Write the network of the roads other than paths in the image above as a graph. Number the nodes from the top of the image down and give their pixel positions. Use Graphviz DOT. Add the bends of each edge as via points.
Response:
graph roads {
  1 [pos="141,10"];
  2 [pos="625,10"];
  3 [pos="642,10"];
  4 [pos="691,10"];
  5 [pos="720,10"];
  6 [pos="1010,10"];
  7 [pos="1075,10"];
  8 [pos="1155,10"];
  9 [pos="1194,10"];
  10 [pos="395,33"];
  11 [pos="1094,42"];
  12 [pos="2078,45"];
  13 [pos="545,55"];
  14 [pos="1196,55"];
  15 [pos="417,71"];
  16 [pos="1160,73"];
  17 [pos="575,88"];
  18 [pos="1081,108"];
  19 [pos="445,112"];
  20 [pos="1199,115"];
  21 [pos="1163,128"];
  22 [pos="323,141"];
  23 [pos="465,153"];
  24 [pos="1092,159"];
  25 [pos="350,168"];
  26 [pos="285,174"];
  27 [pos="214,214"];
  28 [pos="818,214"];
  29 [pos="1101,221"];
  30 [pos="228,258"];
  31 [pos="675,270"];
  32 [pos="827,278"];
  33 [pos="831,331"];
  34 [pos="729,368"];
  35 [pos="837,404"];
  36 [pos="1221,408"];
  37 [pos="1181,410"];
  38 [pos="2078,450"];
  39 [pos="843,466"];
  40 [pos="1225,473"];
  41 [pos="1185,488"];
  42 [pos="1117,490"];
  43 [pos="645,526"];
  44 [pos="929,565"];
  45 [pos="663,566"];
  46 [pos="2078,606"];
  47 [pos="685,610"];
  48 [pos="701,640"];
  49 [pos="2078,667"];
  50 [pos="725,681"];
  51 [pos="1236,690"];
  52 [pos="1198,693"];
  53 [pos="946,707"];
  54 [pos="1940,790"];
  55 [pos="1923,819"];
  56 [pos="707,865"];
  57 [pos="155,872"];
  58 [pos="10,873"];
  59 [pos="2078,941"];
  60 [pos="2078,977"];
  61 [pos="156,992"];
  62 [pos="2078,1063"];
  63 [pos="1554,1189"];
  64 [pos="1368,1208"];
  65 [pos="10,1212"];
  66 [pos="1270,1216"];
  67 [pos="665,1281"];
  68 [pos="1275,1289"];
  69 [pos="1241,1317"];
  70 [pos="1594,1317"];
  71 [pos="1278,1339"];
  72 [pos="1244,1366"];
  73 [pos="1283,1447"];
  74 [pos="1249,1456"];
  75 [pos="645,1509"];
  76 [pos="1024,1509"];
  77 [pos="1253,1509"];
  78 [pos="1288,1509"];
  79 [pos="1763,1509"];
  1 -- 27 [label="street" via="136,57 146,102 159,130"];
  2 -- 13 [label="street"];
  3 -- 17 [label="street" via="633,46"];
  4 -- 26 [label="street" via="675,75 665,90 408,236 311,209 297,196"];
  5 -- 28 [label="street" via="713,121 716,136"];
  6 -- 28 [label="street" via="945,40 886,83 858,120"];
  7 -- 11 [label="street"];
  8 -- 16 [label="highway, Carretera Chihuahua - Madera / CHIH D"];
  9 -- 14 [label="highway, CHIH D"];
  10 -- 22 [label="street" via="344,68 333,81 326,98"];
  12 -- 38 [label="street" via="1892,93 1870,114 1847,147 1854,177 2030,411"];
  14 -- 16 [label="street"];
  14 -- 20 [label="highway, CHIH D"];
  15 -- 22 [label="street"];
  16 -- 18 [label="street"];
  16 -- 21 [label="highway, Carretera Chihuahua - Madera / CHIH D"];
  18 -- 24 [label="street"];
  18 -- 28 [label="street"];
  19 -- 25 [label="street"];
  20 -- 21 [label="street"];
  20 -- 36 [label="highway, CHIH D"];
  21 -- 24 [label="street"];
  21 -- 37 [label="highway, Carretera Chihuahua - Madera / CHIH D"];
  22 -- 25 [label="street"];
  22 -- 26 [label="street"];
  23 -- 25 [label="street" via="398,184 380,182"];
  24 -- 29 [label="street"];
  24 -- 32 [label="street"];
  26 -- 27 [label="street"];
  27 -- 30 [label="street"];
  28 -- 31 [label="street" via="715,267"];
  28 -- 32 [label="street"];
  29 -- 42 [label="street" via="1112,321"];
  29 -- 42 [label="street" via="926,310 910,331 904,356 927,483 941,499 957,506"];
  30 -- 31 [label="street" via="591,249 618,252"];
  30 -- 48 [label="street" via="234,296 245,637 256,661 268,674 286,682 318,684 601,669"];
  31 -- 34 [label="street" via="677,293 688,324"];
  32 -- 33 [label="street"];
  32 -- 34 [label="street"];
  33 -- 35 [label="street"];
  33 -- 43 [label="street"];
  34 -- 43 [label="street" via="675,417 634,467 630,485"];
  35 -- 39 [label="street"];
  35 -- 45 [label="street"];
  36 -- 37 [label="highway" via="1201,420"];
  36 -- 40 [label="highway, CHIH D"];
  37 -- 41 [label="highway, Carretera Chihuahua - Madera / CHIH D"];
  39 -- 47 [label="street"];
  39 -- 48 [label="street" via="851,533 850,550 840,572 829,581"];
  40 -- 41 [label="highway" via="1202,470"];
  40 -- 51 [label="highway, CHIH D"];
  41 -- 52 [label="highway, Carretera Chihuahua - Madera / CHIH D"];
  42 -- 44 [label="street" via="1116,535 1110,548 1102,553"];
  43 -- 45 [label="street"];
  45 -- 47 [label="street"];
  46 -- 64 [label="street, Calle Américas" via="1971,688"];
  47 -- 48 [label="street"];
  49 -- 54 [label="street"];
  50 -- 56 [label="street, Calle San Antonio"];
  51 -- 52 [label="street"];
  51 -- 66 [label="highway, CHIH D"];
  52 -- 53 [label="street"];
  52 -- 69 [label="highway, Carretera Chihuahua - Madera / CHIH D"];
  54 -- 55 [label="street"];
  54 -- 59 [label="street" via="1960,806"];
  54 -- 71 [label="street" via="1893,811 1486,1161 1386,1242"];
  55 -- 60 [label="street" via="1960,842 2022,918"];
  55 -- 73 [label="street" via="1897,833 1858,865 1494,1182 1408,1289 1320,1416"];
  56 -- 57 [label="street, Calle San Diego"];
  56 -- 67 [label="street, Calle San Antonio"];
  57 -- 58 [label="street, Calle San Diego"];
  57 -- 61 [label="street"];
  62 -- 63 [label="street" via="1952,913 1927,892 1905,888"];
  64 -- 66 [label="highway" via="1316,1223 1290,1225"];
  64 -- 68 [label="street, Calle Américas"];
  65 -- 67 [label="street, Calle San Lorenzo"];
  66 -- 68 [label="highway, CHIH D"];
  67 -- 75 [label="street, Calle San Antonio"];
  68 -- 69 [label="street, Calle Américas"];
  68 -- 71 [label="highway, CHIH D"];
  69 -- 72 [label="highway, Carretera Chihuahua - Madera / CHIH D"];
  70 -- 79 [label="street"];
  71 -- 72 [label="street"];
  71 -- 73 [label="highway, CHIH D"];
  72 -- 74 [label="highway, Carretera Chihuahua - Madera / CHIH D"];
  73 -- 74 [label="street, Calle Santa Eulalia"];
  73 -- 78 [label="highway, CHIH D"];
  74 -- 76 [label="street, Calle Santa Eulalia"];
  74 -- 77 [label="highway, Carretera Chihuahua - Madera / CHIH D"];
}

────────────────────────────────────────

Every line above holding the string "Eulalia" should be listed.

  73 -- 74 [label="street, Calle Santa Eulalia"];
  74 -- 76 [label="street, Calle Santa Eulalia"];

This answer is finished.